L'histoire :
Le 18 février 1898, sous une averse de neige, on enterre Hippolyte Besson dans la petite commune de Vorzey-sur-Arzon (Auvergne), décédé à 29 ans d’un mauvais coup de sabot. Sa veuve est enceinte. 8 ans plus tard, son fis Philibert déborde d’énergie, d’enthousiasme et de turbulence. Il est toujours le premier à inventer des bêtises… mais il est le premier à l’école aussi. Le premier à sauter d’un pont dans le fleuve, le premier à crever le chapeau melon de l’ecclésiastique qui le surveille lorsqu’il est pensionnaire au Puy-en-Velay. A l’automne 1917, il se fera renvoyer de l’établissement, pour avoir participé à la bagarre de trop, face au jeune et impétueux baron Thibaud de Lignac. Pour expurger sa faute, Philibert s’engage de lui-même dans l’armée – au grand désespoir de sa mère – et il se retrouve incorporé au sein de l’artillerie qui lutte en Maurienne face à l’ennemi autrichien. Philibert se révèlera très doué dans les calculs de trajectoires des canons dont il a la charge et il permettra à plusieurs reprises à sa division de remporter des victoires décisives. Il montera ainsi en grade, jusqu’à devenir sous-lieutenant. Dans le même temps, Thibaud de Lignac viole la jeune bonne de famille, Manon, et il la met enceinte. Lorsque la marquise découvre Manon engrossée, et qu’elle apprend de surcroit que le père est son fils, elle la vire manu-militari. La jeune fille de 15 ans se retrouve hébergée par son oncle. Manon accouche peu après d’un beau bébé, que le baron de Lignac ne reconnaît pas… mais il subviendra à ses besoins en offrant notamment à Manon une maison. Il peut ainsi passer régulièrement pour assouvir ses pulsions…
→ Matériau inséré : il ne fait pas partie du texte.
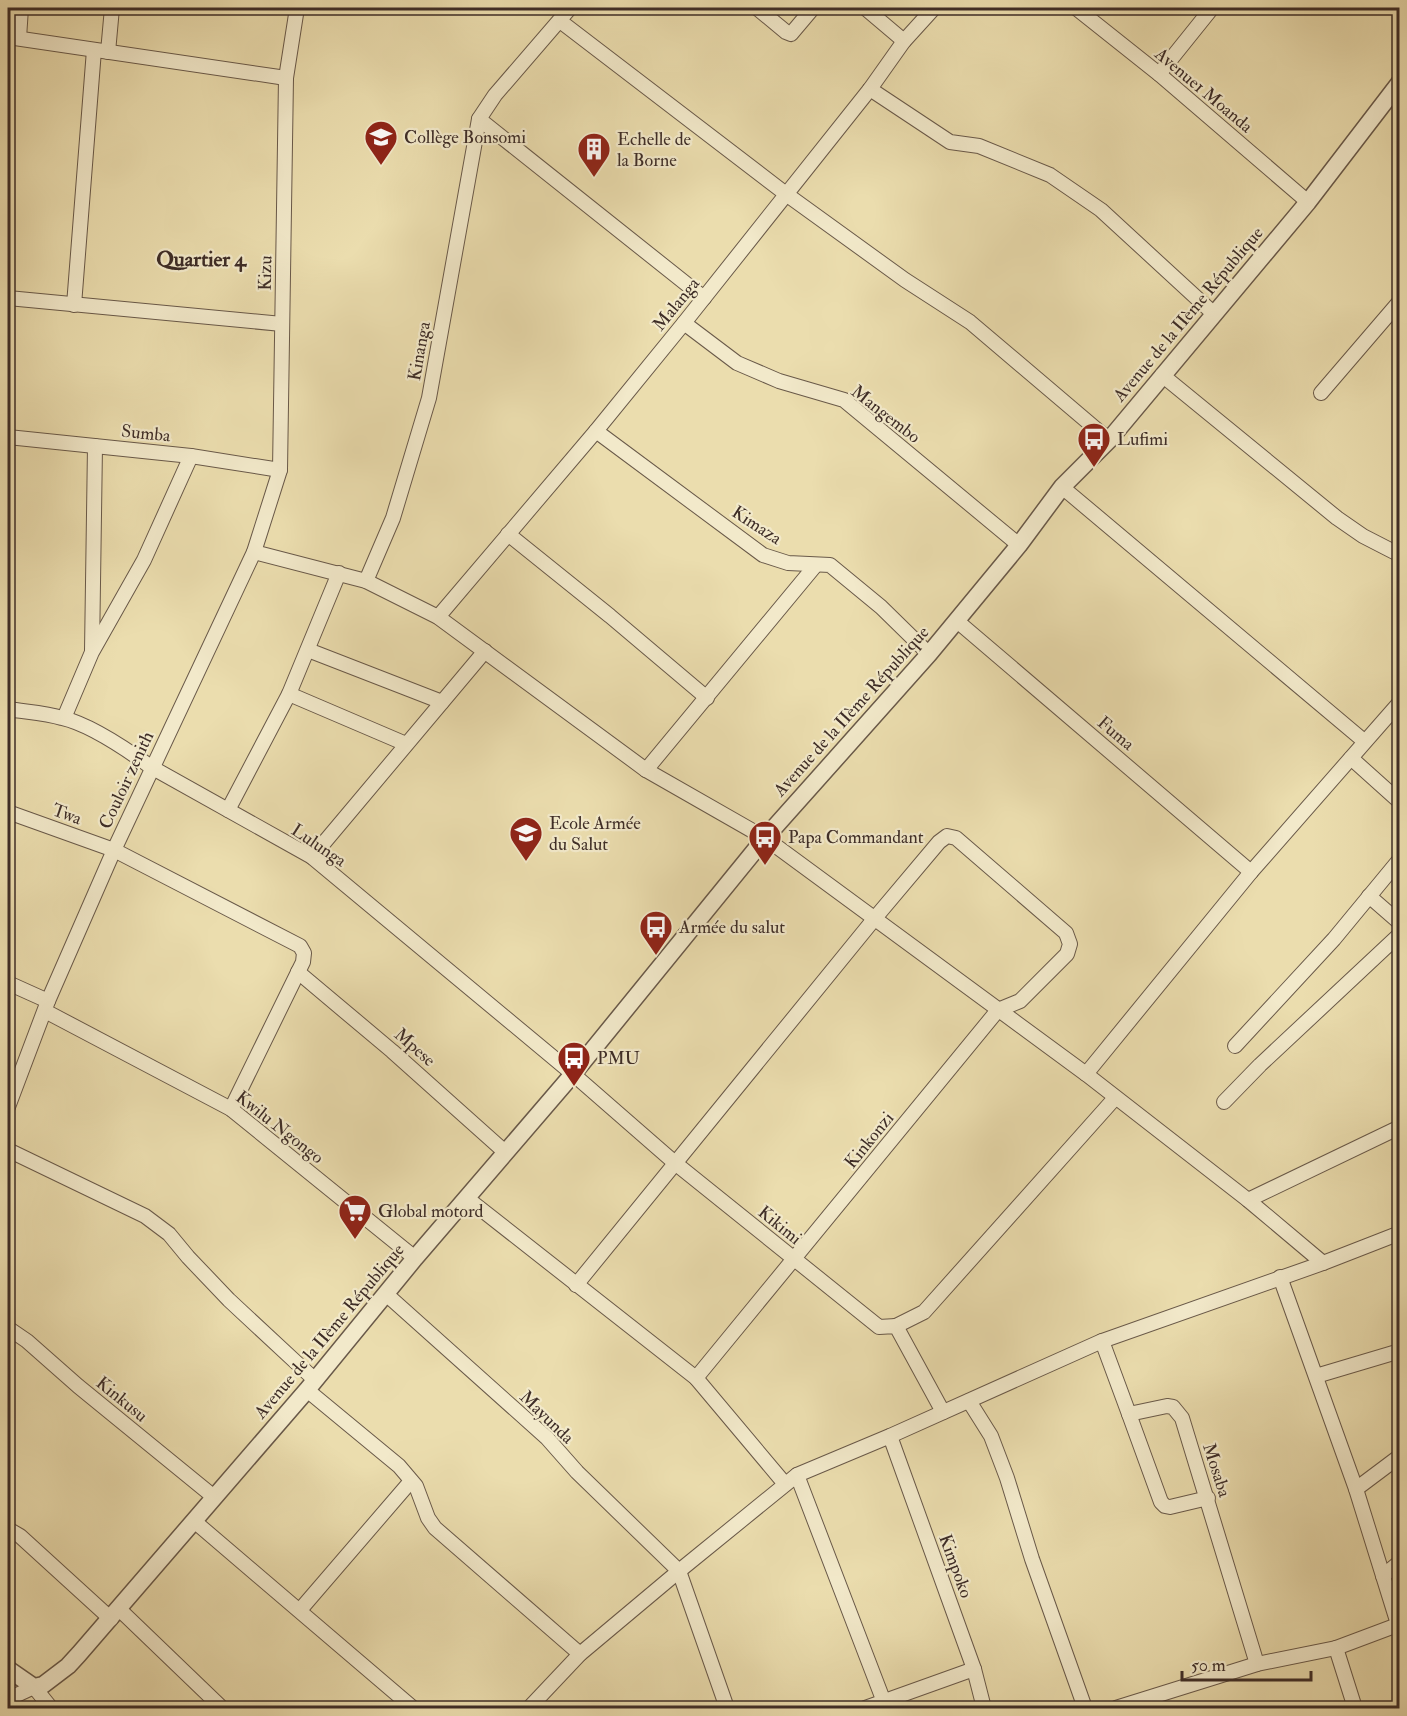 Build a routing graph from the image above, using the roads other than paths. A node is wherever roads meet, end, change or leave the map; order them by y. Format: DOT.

Ce qu'on en pense sur la planète BD :
Philibert Besson fut un authentique député de la IIIème République (de la Haute-Loire), qui s’est largement démarqué de ses pairs et qui est devenu une figure locale « folklorique » en raison de son parcours aventureux, son caractère excentrique et son programme défiant ouvertement l’Etat français. C’est la tumultueuse histoire de cette « météorite politique » aux allures de professeur Tournesol que les auteurs clermontois Yves le Faou (au scénario) et Laurent Bordier (au dessin) proposent de raconter en BD. Deux volumes sont a priori au programme, même si cet opus n’a pas de tomaison. Pour les besoins d’une biographie aussi richement chargée, les auteurs ne perdent pas de temps, vont souvent à l’essentiel au sein d’un découpage rythmé et recourent idéalement à l’art de l’ellipse. Graphiquement, le trait est caricatural et dynamique, assez proche de celui de Philippe Bercovici. On découvre ainsi la jeunesse tumultueuse de cet orphelin de père, ses prouesses à l’armée où il récoltera un éclat d’obus qui restera à jamais fiché dans son crâne. Il passera ainsi un temps pour fou et sera interné dans un asile… dont il s’échappera ! Ses années américaines sont occultées (faute de documentation fiable, sans doute), on saura juste qu’il a été officier de la marine marchande. Puis on découvre son engagement politique non aligné en Haute-Loire, au service des petites gens de sa région, qui le porteront aux nues. Ses idées étaient populistes, fantasques et visionnaires : pro-européen bien avant l’heure, partisan de la privatisation de la production électrique locale, promoteur du patois, il créera sa propre monnaie et haranguera la foule dans des discours programmatiques enflammés. Comme pour éviter la linéarité, les auteurs alternent sa biographie avec celle d’un autre zigue méconnu (ou fictif ?), le baron Thibaud de Lignac, farouche opposant. L’album se termine en nous donnant rendez-vous pour un second épisode.